Так или примерно так рассуждал Алексей Корнилов, совершая свою традиционную ночную прогулку к озеру. Алексею двадцать пять лет. За плечами два курса медицинского института и два – юрфака МГУ. Он до сих пор так и не понял, что ему интересно, какая профессия близка. Стать врачом, как мама, помешала природная брезгливость и лень, а юристом – характер хоть и не воинствующего, но все-таки анархиста.
Уже в прошлом две пышные свадьбы с кольцами, белыми платьями и тихими разводами. А в настоящем вполне обеспеченное, бесшабашное существование. Мама, которая любила и позволяла почти все. Папа, который тоже любил, но немного опоздал воспитывать. Друзья, которые, как и Алешка, были представителями золотой молодежи. Это были сынки и дочки высоких номенклатурных родителей, им, как и папам, разрешалось делать все. К их услугам всегда были лучшие казино, бары, рестораны, дискотеки, клубы. У них были лучшие автомобили, одежда от лучших французских кутюрье.
Алешка не видел смысла в учебе или работе. Он без труда мог бы поступить в любой институт и занять любое номенклатурное местечко в любом из министерств. Но то ли по природной своей лени, то ли еще по каким-то причинам он не торопился использовать предоставленные жизнью шансы. Оставлял это на крайний случай, справедливо полагая, что это от него никогда не уйдет.

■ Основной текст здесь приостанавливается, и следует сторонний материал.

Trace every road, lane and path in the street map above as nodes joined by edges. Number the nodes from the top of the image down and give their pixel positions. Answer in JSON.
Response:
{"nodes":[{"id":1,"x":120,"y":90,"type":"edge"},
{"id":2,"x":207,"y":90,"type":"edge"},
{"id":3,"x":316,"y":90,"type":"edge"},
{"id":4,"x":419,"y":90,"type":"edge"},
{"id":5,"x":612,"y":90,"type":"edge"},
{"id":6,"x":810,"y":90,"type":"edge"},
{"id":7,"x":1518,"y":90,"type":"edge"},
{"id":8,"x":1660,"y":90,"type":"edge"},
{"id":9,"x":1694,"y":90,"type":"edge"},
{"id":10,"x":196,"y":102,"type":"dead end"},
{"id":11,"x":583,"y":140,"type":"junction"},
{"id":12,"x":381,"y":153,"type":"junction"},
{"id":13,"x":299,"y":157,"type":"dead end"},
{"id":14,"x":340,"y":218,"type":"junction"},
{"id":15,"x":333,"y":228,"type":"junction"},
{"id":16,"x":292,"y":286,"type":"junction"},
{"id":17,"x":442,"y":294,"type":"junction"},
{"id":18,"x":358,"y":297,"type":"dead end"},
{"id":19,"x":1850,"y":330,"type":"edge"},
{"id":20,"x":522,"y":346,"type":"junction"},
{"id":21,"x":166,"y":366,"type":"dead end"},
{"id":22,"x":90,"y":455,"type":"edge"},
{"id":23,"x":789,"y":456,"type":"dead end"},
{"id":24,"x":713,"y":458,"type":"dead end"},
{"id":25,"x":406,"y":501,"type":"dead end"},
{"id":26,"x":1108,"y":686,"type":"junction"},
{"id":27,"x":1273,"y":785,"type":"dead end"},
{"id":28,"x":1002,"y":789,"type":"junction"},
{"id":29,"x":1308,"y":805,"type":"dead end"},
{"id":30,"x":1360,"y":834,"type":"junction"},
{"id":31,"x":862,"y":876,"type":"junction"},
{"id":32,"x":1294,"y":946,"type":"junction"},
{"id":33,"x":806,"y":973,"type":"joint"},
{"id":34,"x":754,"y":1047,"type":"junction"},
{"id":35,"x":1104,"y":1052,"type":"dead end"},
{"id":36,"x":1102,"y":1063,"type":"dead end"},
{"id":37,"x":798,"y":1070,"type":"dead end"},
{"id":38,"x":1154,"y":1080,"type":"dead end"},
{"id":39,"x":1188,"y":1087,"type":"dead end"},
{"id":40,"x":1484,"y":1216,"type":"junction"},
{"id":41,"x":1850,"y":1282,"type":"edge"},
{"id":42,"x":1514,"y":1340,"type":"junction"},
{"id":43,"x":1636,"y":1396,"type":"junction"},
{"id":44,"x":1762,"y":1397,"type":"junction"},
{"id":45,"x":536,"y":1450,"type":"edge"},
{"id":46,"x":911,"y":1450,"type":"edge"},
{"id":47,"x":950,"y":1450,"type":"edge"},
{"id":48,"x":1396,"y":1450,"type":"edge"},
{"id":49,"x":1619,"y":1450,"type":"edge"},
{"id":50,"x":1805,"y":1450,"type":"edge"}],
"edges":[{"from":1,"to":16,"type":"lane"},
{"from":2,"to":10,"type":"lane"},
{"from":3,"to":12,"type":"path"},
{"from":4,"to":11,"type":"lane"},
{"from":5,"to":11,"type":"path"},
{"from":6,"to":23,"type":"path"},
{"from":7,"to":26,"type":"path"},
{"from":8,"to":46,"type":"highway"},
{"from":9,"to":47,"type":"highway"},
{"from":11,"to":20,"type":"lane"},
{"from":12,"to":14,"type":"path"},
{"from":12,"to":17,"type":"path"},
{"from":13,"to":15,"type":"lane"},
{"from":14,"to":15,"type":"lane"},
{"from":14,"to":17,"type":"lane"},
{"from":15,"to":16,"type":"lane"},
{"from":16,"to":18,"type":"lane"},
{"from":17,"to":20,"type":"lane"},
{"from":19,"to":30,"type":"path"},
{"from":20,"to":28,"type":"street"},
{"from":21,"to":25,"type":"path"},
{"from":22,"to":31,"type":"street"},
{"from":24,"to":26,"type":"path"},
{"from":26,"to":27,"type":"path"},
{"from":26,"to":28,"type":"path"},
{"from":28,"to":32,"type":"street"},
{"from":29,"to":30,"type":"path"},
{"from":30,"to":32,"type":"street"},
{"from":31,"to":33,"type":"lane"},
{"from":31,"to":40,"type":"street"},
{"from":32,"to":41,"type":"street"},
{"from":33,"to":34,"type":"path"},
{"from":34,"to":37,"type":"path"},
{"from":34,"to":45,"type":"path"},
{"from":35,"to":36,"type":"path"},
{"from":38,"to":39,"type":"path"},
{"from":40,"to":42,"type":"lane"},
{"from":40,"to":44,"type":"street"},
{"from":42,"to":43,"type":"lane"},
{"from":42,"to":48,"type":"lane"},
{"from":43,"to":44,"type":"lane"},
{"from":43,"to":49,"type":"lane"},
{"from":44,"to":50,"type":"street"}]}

И теперь Алешка решил стать писателем: в данный момент находился в поисках подходящей темы для своего будущего произведения. Намеренно не устраиваясь на работу, он говорил, что художнику нужна свобода. Его свободу никто не ограничивал, и он вовсю наслаждался ею. Опубликовав несколько небольших рассказов в разных молодежных журналах и окрыленный неплохими отзывами критиков, он взялся за роман. Но оказалось, что держать ручку в руках или корпеть над клавиатурой компьютера для него было непосильным трудом, поэтому пришлось наговаривать отрывки своего «творения» на миниатюрный диктофон. Его литературным кумиром был Генри Миллер: он мечтал написать что-то подобное «Тропику Рака».
Алексей прожигал жизнь и искал в этом философский смысл, но… После первого десятка мини-кассет наговоренного текста запал Алешкиного творчества иссяк, и он, впав в очередную депрессию, пустился во все тяжкие. Перепробовал все известные стимуляторы творческой энергии – от спиртного до наркотиков, сопровождая их сексуальным удовлетворением во всех его проявлениях – исключая разве только однополую любовь и зоофилию: здесь он держался твердых принципов, основанных на здоровой наследственности и классическом воспитании.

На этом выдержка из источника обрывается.